Is the TSA a Panacea to Corruption?
Ngozi Okonjo-Iweala, a diehard neoliberal, adopted the Treasury Single Account (TSA). This was when she was Minister of Finance under the presidency of Goodluck Jonathan. The TSA is a monetary tool introduced to reduce the cost of borrowing in a debt-stricken neoliberal world. And ensure idle or unused monies by government agencies do not sit in accounts.
Introducing the TSA into the Nigerian system of economic management has nothing to do with the intelligence or sensibilities of either Goodluck Jonathan or President Muhammadu Buhari. It is a “compulsory” International Monetary Fund (IMF) instruction. TSA is a budget management tool. Now, is the TSA an effective anti-corruption tool, though or not?
No government has used the TSA as an anti-corruption tool. Perhaps, except in Nigeria and maybe some weak Third World nations. They have adopted the TSA all around the world in from developing nations to advanced ones. And there are quantifiable outcomes from their implementation. If there are any anti-corruption benefits from the TSA for Nigeria, they are twofold.
First, they have the potential to eliminate delays in payments and transactions. With proper application, the days when certain top officials could keep the salaries of workers or monies owed to contractors in separate accounts may be over. The bid to “help” the cash flow of a ‘patronage bank’ (i.e. one owned by a political godfather or party chieftain). Or “cream off” the interest accrued for doing so should be over. Second, the TSA will be useful in reducing the duplication of payments or overpayment. Fraudulent payments for projects and expenditure by or on behalf of the Government of Nigeria (GON).

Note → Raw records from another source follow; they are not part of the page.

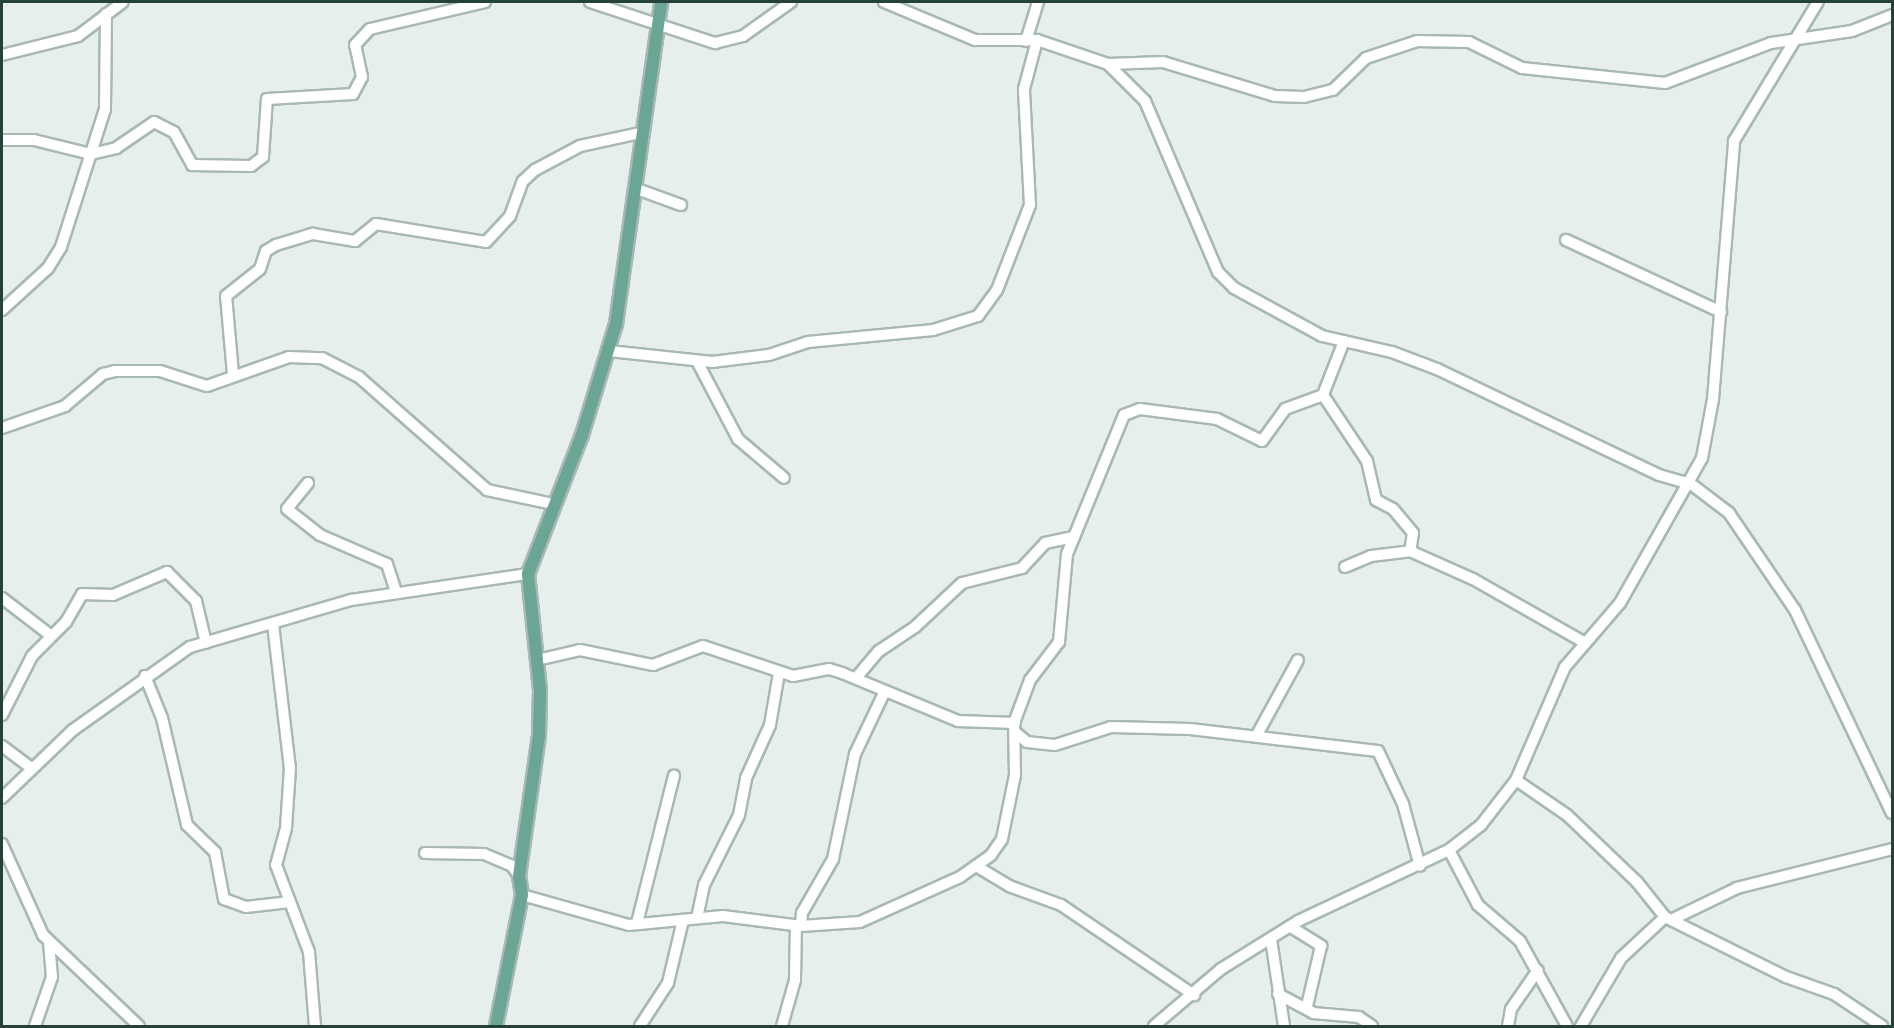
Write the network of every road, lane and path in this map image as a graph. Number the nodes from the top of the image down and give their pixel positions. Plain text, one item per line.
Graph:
1 (123, 2) edge
2 (485, 2) edge
3 (590, 2) edge
4 (661, 2) edge
5 (791, 2) edge
6 (884, 2) edge
7 (1038, 2) edge
8 (1818, 2) edge
9 (106, 14) junction
10 (1893, 15) edge
11 (658, 27) junction
12 (1031, 41) junction
13 (1795, 42) junction
14 (2, 56) edge
15 (1108, 64) junction
16 (640, 133) junction
17 (2, 140) edge
18 (91, 154) junction
19 (634, 188) junction
20 (681, 205) dead end
21 (1566, 240) dead end
22 (2, 310) edge
23 (1721, 312) junction
24 (1344, 341) junction
25 (609, 351) junction
26 (698, 363) junction
27 (233, 374) junction
28 (1323, 395) junction
29 (2, 428) edge
30 (784, 478) dead end
31 (308, 483) dead end
32 (1691, 484) junction
33 (553, 504) junction
34 (1074, 537) junction
35 (1410, 551) junction
36 (1345, 567) dead end
37 (528, 574) junction
38 (396, 592) junction
39 (2, 598) edge
40 (273, 624) junction
41 (49, 634) junction
42 (206, 643) junction
43 (1585, 643) junction
44 (537, 660) junction
45 (1298, 660) dead end
46 (779, 673) junction
47 (145, 676) junction
48 (856, 678) junction
49 (884, 693) junction
50 (2, 715) edge
51 (1016, 728) junction
52 (1258, 733) junction
53 (2, 746) edge
54 (30, 767) junction
55 (674, 776) dead end
56 (1516, 780) junction
57 (2, 798) edge
58 (1893, 813) edge
59 (2, 844) edge
60 (1893, 849) edge
61 (1449, 850) junction
62 (424, 853) dead end
63 (976, 866) junction
64 (1420, 867) junction
65 (519, 876) junction
66 (522, 895) junction
67 (290, 902) junction
68 (697, 918) junction
69 (1670, 918) junction
70 (683, 920) junction
71 (637, 923) junction
72 (798, 926) junction
73 (1291, 927) junction
74 (1271, 939) junction
75 (50, 943) junction
76 (1538, 970) junction
77 (1278, 994) junction
78 (1194, 995) junction
79 (1307, 1006) junction
80 (35, 1026) edge
81 (139, 1026) edge
82 (315, 1026) edge
83 (496, 1026) edge
84 (640, 1026) edge
85 (782, 1026) edge
86 (1154, 1026) edge
87 (1284, 1026) edge
88 (1372, 1026) edge
89 (1508, 1026) edge
90 (1567, 1026) edge
91 (1581, 1026) edge
92 (1882, 1026) edge

1 - 9 street
2 - 18 street
3 - 11 street
4 - 11 main road
5 - 11 street
6 - 12 street
7 - 12 street
8 - 13 street
9 - 14 street
9 - 18 street
10 - 13 street
11 - 16 main road
12 - 15 street
12 - 26 street
13 - 15 street
13 - 23 street
15 - 24 street
16 - 19 main road
16 - 27 street
17 - 18 street
18 - 22 street
19 - 20 street
19 - 25 main road
21 - 23 street
23 - 32 street
24 - 28 street
24 - 32 street
25 - 26 street
25 - 33 main road
26 - 30 street
27 - 29 street
27 - 33 street
28 - 34 street
28 - 35 street
31 - 38 street
32 - 43 street
32 - 58 street
33 - 37 main road
34 - 48 street
34 - 51 street
35 - 36 street
35 - 43 street
37 - 38 street
37 - 44 main road
38 - 40 street
39 - 41 street
40 - 42 street
40 - 67 street
41 - 42 street
41 - 50 street
42 - 47 street
43 - 56 street
44 - 46 street
44 - 65 main road
45 - 52 street
46 - 48 street
46 - 68 street
47 - 54 street
47 - 67 street
48 - 49 street
49 - 51 street
49 - 72 street
51 - 52 street
51 - 63 street
52 - 64 street
53 - 54 street
54 - 57 street
55 - 71 street
56 - 61 street
56 - 69 street
59 - 75 street
60 - 69 street
61 - 64 street
61 - 76 street
62 - 65 street
63 - 72 street
63 - 78 street
64 - 73 street
65 - 66 main road
66 - 71 street
66 - 83 main road
67 - 82 street
68 - 70 street
68 - 72 street
69 - 91 street
69 - 92 street
70 - 71 street
70 - 84 street
72 - 85 street
73 - 74 street
73 - 79 street
74 - 77 street
74 - 78 street
75 - 80 street
75 - 81 street
76 - 89 street
76 - 90 street
77 - 79 street
77 - 87 street
78 - 86 street
79 - 88 street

The savings from such can be enormous and the monolithic influence of patronage banks over the nation’s finances will diminish, at least in the short run. The question, though, is, what will be done with such savings?
On the contrary, the TSA has some weaknesses. TSA is not the effective anti-corruption tool as public relations in the Nigerian media tells us it is. As mentioned before, the TSA is useful for reducing the cost of government borrowing. It does so by reducing incidences of idle money in the banking system. How the government spends its expenditure, the real arena of corruption, will depend on the robustness of other organisations and institutions that have nothing to do with TSA. Let us look at the recent ministerial appointments and past excesses of the GON. It will not matter if officials steal money despite the TSA. The usual impunity will not fade by the look of things.
The TSA has the potential to increase the incidences of capital flight. Capital is by far the biggest mechanism of corruption in Nigeria. This is because idle government money cannot remain within the banking system. In the UK, local authorities they found the police and other public agencies to have “saved” millions of pounds in idle cash in Iceland. It only came to light when Iceland’s economy collapsed and revelations of losses to savers became headline news. The reason was the UK’s TSA mechanism would not allow those public agencies to hold cash idle cash in banks in the UK. They have implicated other OECD nations in such practices. The GON recently fined banks in Nigeria for holding idle cash on behalf of state agencies and not reporting it. Where will they bank such money next time?
Nonetheless, there is also the potential for the TSA to create narrow, monolithic corruption by a few at the centre of the GON. This is because it will increase the tendency for micromanagement at the very highest echelons of power. Think about. Some implications of micromanagement are that if money is to be used corruptly, a few men and women will have access to enormous funds. And with a lot of discretion in conjunction. Furthermore, it also undermines effective good governance in areas away from the centre. Such will create a net upward flow of cash rather than the usual downward flow necessary for good governance.
We have all witnessed and given assurances of reform by the GON since the 1960s. The sale of government reform continues to the present day. Introducing new laws. the Foisting of anti-corruption agencies. Establishing of panels, tribunals and commissions. The computerisation of financial management, financial intelligence/surveillance. Watertight accounting techniques. Insisting on transparency procedures. Clean elections, compulsory asset declaration, etc.
These reforms we mention, individual or in clusters, the global institutions market as the best practical solutions to corruption. But corruption is rising in Nigeria and almost everywhere else on the planet. In fact, reform appears to increase the size and scale of corruption,
TSA? Pie in the sky when you die, I’m not waiting.